以上代码实现的准确率为99.73%左右。

2. 一个完整的代码(根据《TensorFlow实战google深度学习框架》修改使用)

LeNet5_inference.py

import tensorflow as tf

# 相关参数定义
INPUT_NODE = 784
OUTPUT_NODE = 10
IMAGE_SIZE = 28
NUM_CHANNELS = 1
NUM_LABELS = 10
CONV1_DEEP = 32
CONV1_SIZE = 5
CONV2_DEEP = 64
CONV2_SIZE = 5
FC_SIZE = 512

# 定义LeNet5模型的基本结构
def inference(input_tensor, train, regularizer):
	# 第一层卷积,kernel_size = 5x5, padding, stride = 1
    with tf.variable_scope('layer1-conv1'):
        conv1_weights = tf.get_variable(
            "weight", [CONV1_SIZE, CONV1_SIZE, NUM_CHANNELS, CONV1_DEEP],
            initializer=tf.truncated_normal_initializer(stddev=0.1))
        conv1_biases = tf.get_variable("bias", [CONV1_DEEP], initializer=tf.constant_initializer(0.0))
        conv1 = tf.nn.conv2d(input_tensor, conv1_weights, strides=[1, 1, 1, 1], padding='SAME')
        relu1 = tf.nn.relu(tf.nn.bias_add(conv1, conv1_biases))
	
	# 第一层池化, kernel_size = 2x2, padding, stride = 2
    with tf.name_scope("layer2-pool1"):
        pool1 = tf.nn.max_pool(relu1, ksize = [1,2,2,1],strides=[1,2,2,1],padding="SAME")

	# 第二层卷积,kernel_size = 5x5, padding, stride = 1
    with tf.variable_scope("layer3-conv2"):
        conv2_weights = tf.get_variable(
            "weight", [CONV2_SIZE, CONV2_SIZE, CONV1_DEEP, CONV2_DEEP],
            initializer=tf.truncated_normal_initializer(stddev=0.1))
        conv2_biases = tf.get_variable("bias", [CONV2_DEEP], initializer=tf.constant_initializer(0.0))
        conv2 = tf.nn.conv2d(pool1, conv2_weights, strides=[1, 1, 1, 1], padding='SAME')
        relu2 = tf.nn.relu(tf.nn.bias_add(conv2, conv2_biases))

	# 第二层池化, kernel_size = 2x2, padding, stride = 2
    with tf.name_scope("layer4-pool2"):
        pool2 = tf.nn.max_pool(relu2, ksize=[1, 2, 2, 1], strides=[1, 2, 2, 1], padding='SAME')
        pool_shape = pool2.get_shape().as_list()
        nodes = pool_shape[1] * pool_shape[2] * pool_shape[3]
        reshaped = tf.reshape(pool2, [pool_shape[0], nodes])
	
	# 第一个全连接层
    with tf.variable_scope('layer5-fc1'):
        fc1_weights = tf.get_variable("weight", [nodes, FC_SIZE],
                                      initializer=tf.truncated_normal_initializer(stddev=0.1))
        if regularizer != None: tf.add_to_collection('losses', regularizer(fc1_weights))
        fc1_biases = tf.get_variable("bias", [FC_SIZE], initializer=tf.constant_initializer(0.1))
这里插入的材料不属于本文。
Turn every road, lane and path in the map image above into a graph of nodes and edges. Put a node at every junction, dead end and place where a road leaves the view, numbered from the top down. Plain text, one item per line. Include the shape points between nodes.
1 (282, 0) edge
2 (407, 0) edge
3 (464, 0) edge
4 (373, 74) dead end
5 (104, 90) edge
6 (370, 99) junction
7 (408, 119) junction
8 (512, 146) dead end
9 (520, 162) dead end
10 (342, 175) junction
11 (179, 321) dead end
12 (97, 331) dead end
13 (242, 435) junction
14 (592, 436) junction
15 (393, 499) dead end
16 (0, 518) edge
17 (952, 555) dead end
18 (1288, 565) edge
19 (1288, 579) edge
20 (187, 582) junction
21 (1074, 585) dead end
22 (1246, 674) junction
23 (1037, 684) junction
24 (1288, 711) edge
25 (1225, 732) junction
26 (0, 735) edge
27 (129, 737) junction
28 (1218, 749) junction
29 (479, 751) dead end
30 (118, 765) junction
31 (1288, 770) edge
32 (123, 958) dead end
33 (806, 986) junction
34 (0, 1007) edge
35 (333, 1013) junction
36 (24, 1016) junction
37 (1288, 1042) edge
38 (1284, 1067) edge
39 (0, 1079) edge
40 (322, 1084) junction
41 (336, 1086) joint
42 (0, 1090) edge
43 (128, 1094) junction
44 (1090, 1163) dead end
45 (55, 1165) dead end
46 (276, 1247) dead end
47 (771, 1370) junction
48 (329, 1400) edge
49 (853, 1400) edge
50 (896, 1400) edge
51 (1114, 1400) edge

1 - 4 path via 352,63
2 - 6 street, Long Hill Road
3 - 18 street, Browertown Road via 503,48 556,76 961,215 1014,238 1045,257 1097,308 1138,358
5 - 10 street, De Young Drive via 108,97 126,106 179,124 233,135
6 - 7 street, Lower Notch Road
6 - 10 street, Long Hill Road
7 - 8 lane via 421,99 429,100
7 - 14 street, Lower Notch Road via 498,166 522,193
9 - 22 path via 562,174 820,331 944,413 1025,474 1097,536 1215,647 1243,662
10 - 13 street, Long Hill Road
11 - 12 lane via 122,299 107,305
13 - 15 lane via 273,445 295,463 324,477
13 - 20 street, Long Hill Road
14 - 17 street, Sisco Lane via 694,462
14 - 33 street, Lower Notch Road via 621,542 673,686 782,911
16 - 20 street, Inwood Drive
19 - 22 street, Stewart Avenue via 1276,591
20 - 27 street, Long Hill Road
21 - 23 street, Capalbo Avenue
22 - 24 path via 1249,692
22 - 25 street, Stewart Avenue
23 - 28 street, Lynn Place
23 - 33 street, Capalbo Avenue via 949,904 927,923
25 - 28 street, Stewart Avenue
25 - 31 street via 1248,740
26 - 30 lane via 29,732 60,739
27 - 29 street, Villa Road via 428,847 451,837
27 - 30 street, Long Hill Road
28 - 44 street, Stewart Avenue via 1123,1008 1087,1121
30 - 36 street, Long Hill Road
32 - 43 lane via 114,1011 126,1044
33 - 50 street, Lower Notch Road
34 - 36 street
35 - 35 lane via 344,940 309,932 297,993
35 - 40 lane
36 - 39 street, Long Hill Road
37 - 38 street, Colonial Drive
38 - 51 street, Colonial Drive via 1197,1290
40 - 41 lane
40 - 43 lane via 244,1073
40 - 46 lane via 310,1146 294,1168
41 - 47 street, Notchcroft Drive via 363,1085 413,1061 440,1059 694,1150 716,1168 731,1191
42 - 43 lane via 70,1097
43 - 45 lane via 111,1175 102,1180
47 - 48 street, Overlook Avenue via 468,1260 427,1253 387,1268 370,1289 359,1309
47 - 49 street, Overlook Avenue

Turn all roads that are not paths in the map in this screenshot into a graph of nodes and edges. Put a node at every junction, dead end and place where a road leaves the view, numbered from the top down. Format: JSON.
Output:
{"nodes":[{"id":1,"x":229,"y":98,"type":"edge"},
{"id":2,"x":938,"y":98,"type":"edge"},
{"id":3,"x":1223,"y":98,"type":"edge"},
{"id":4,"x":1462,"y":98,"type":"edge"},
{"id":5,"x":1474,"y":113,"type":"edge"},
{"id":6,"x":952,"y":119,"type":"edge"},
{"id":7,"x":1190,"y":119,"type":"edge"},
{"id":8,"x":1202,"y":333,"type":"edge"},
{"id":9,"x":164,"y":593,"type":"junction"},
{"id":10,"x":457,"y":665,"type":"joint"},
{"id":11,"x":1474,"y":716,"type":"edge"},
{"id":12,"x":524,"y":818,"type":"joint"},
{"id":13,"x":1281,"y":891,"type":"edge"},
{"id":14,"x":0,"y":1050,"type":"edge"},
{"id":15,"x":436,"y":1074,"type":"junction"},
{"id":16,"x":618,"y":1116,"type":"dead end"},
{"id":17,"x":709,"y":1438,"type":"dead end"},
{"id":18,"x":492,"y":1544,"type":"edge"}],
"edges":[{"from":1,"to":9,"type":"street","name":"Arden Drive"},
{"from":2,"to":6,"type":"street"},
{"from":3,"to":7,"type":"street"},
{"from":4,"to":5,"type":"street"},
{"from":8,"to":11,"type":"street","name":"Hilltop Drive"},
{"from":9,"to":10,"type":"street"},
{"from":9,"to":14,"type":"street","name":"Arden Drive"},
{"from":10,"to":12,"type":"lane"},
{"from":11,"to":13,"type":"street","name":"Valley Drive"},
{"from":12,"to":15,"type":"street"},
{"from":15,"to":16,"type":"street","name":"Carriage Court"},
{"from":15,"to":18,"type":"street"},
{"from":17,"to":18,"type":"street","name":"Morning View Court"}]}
        fc1 = tf.nn.relu(tf.matmul(reshaped, fc1_weights) + fc1_biases)
        if train: fc1 = tf.nn.dropout(fc1, 0.5)
	# 第二个全连接层
    with tf.variable_scope('layer6-fc2'):
        fc2_weights = tf.get_variable("weight", [FC_SIZE, NUM_LABELS],
                                      initializer=tf.truncated_normal_initializer(stddev=0.1))
        if regularizer != None: tf.add_to_collection('losses', regularizer(fc2_weights))
        fc2_biases = tf.get_variable("bias", [NUM_LABELS], initializer=tf.constant_initializer(0.1))
        logit = tf.matmul(fc1, fc2_weights) + fc2_biases

    return logit

LeNet5_train.py

import tensorflow as tf
from tensorflow.examples.tutorials.mnist import input_data
import LeNet5_inference
import os
import numpy as np

# 定义相关参数
BATCH_SIZE = 100
LEARNING_RATE_BASE = 0.01
LEARNING_RATE_DECAY = 0.99
REGULARIZATION_RATE = 0.0001
TRAINING_STEPS = 6000
MOVING_AVERAGE_DECAY = 0.99
MODEL_SAVE_PATH = "LeNet_model/"
MODEL_NAME = "lenet_model"

def train(mnist):
    # 定义输出为4维矩阵的placeholder
    x = tf.placeholder(tf.float32, [
            BATCH_SIZE,
            LeNet5_inference.IMAGE_SIZE,
            LeNet5_inference.IMAGE_SIZE,
            LeNet5_inference.NUM_CHANNELS],
        name='x-input')
    y_ = tf.placeholder(tf.float32, [None, LeNet5_inference.OUTPUT_NODE], name='y-input')
    
    regularizer = tf.contrib.layers.l2_regularizer(REGULARIZATION_RATE)
    y = LeNet5_inference.inference(x,False,regularizer)
    global_step = tf.Variable(0, trainable=False)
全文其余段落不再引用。